Pray for BoJo In some ways mocking Boris Johnson for looking a right royal berk on purpose for a photo op is like shooting a whale in a barrel. But seriously, look at the fucking state of him:
It was part of his government’s new tough-on-drugs stance, which is a brilliant idea which has always worked in the past. In a particularly inconvenient bit of timing, it coincides with a report in The Washington Post which said a “dozen sites” inside the Palace of Westminster — where one finds the House of Lords and House of Commons — tested positive for traces of cocaine.
And we’re certainly not making any direct connection here, but still in Europe, the prime minister of Finland has had to apologise after missing an important text regarding whether she had to isolate after being a close contact of a COVID case because she’d left her work phone at home — to go out clubbing until 4am.

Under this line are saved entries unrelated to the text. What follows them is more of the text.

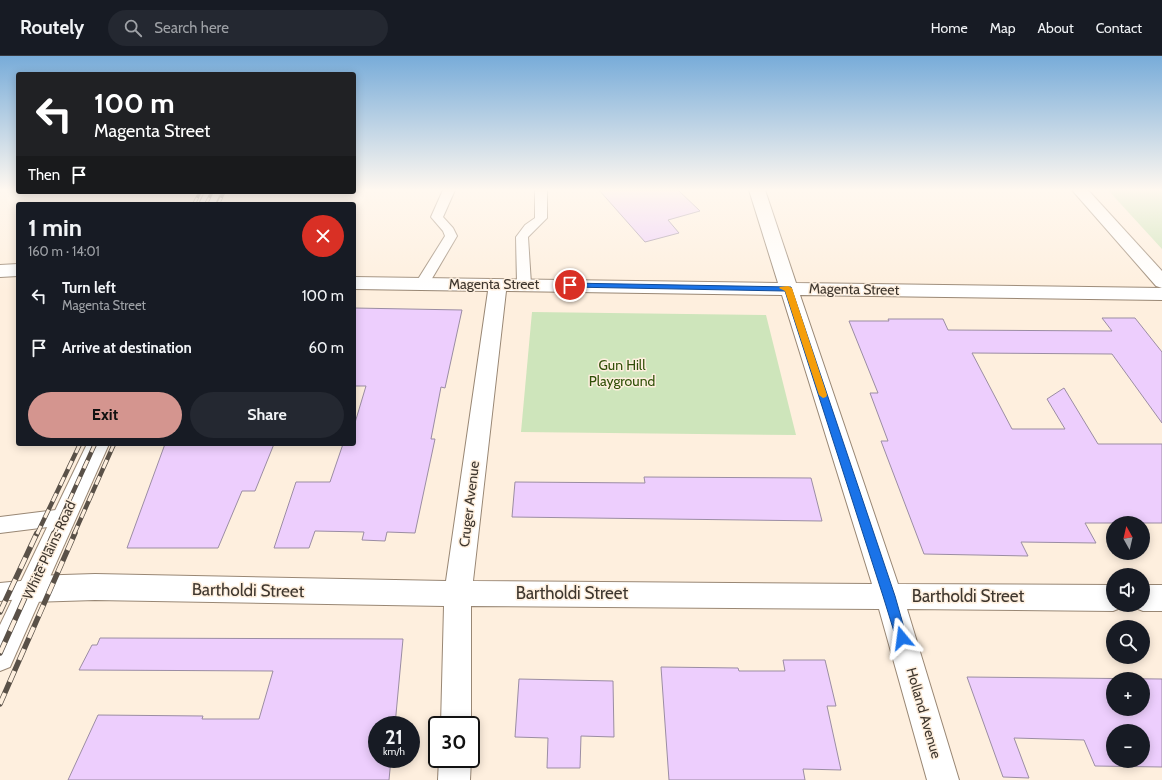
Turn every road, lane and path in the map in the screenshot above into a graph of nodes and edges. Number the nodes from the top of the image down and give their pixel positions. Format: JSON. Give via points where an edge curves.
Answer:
{"nodes":[{"id":1,"x":442,"y":224,"type":"edge"},
{"id":2,"x":534,"y":224,"type":"edge"},
{"id":3,"x":768,"y":224,"type":"edge"},
{"id":4,"x":1110,"y":224,"type":"edge"},
{"id":5,"x":16,"y":270,"type":"edge"},
{"id":6,"x":0,"y":271,"type":"edge"},
{"id":7,"x":1162,"y":282,"type":"edge"},
{"id":8,"x":356,"y":283,"type":"edge"},
{"id":9,"x":422,"y":284,"type":"junction"},
{"id":10,"x":498,"y":284,"type":"junction"},
{"id":11,"x":524,"y":284,"type":"junction"},
{"id":12,"x":788,"y":288,"type":"junction"},
{"id":13,"x":1162,"y":294,"type":"edge"},
{"id":14,"x":97,"y":446,"type":"edge"},
{"id":15,"x":64,"y":517,"type":"junction"},
{"id":16,"x":0,"y":525,"type":"edge"},
{"id":17,"x":31,"y":589,"type":"junction"},
{"id":18,"x":0,"y":592,"type":"edge"},
{"id":19,"x":458,"y":594,"type":"junction"},
{"id":20,"x":889,"y":596,"type":"junction"},
{"id":21,"x":1106,"y":598,"type":"edge"},
{"id":22,"x":1150,"y":598,"type":"edge"},
{"id":23,"x":1162,"y":598,"type":"edge"},
{"id":24,"x":0,"y":657,"type":"edge"},
{"id":25,"x":456,"y":716,"type":"edge"},
{"id":26,"x":455,"y":768,"type":"edge"},
{"id":27,"x":454,"y":780,"type":"edge"},
{"id":28,"x":943,"y":780,"type":"edge"}],
"edges":[{"from":1,"to":9,"type":"lane","via":[[451,236]]},
{"from":2,"to":11,"type":"lane","via":[[524,233],[521,241]]},
{"from":3,"to":12,"type":"street","name":"Holland Avenue"},
{"from":4,"to":7,"type":"street"},
{"from":5,"to":6,"type":"street"},
{"from":8,"to":9,"type":"street","name":"Magenta Street"},
{"from":9,"to":10,"type":"street","name":"Magenta Street"},
{"from":10,"to":11,"type":"street","name":"Magenta Street"},
{"from":10,"to":19,"type":"street","name":"Cruger Avenue"},
{"from":11,"to":12,"type":"street","name":"Magenta Street"},
{"from":12,"to":13,"type":"street","name":"Magenta Street"},
{"from":12,"to":20,"type":"street","name":"Holland Avenue"},
{"from":14,"to":15,"type":"street","name":"White Plains Road"},
{"from":15,"to":16,"type":"lane"},
{"from":15,"to":17,"type":"street","name":"White Plains Road"},
{"from":17,"to":18,"type":"lane"},
{"from":17,"to":19,"type":"street","name":"Bartholdi Street","via":[[87,587]]},
{"from":17,"to":24,"type":"street","name":"White Plains Road"},
{"from":19,"to":20,"type":"street","name":"Bartholdi Street"},
{"from":19,"to":25,"type":"street","name":"Cruger Avenue"},
{"from":20,"to":21,"type":"street","name":"Bartholdi Street"},
{"from":20,"to":28,"type":"street","name":"Holland Avenue"},
{"from":22,"to":23,"type":"street"},
{"from":26,"to":27,"type":"street"}]}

FireFox We’re not sure what the man who set the Fox Christmas tree in New York City ablaze had in mind. A protest against the network? An act of wanton destruction? But we can’t deny the image — the merry flames dancing and feasting on what should be a symbol of reassurance and togetherness — seems to fit with how we all feel in December 2021. Merry Christmas, everyone:
“BoJo” – what better symbol for the shambles that is the present UK?
Johnson must be well aware of the effect produced by his shambolic appearances. It contributes greatly to his popularity, which remains remarkably high. It works very well as a distraction from the reality of his government which is a combination of breath-taking incompetence, privilege, impunity and growing authoritarianism, undermining the rule of law and the institutions of civil society. Dressing up as a gormless clown is a superb disguise, and he’s very good at it.
His entire persona is ‘dress-up’.
From the use of ‘Boris‘ (his given first name is Alexander as everyone in his family and personal life calls him) and the mussed up hair is done, by him, before he fronts a camera and combed back afterwards.
His dishevelled, unmade bed appearance of his clothing, dangling shirt tails and the Billy Bunter bulging belly are all carefully staged.
Sure is deliberate, but the poms are truly weird. There are so many of them to choose from, you would think they could choose a better leader, but they can’t seem to even choose a winning cricket team! (I however am barracking for them as I can’t stomach two crooks in our team while our indiscreet captain got the flick.)
Zuckerberg breathes huge sigh of relief, safe for 14 days.
Re Joyce’s junket to the USA: why didn’t Oz taxpayers pay for commercial flights instead of footing the substantial bill for an RAAF plane? I heard this reported on ABC radio but cannot yet confirm it is correct, does anyone know?
“why didn’t Oz taxpayers pay for commercial flights instead of footing the substantial bill for an RAAF plane?”
Probably because they were not offered the choice. But give Joyce some credit, at least he spared some poor long-suffering ordinary members of the public (and their flight crew) the trial of finding themselves sharing a long-haul flight with him.
It’s a perplexing look to see senior, and not so senior, LNP figures rushing off to London and/or Washington/NY for instructions on how to run an ‘Anglosphere’ modeled on the 18-19thC; ditto UK Tories also rushing off to Washington and NY too.
So the largest Xmas tree in the holiest than thou ‘Christian’ nation in the world had the ‘sponsored’ name of hated Murdoch’s Fox? No wonder someone burned it down!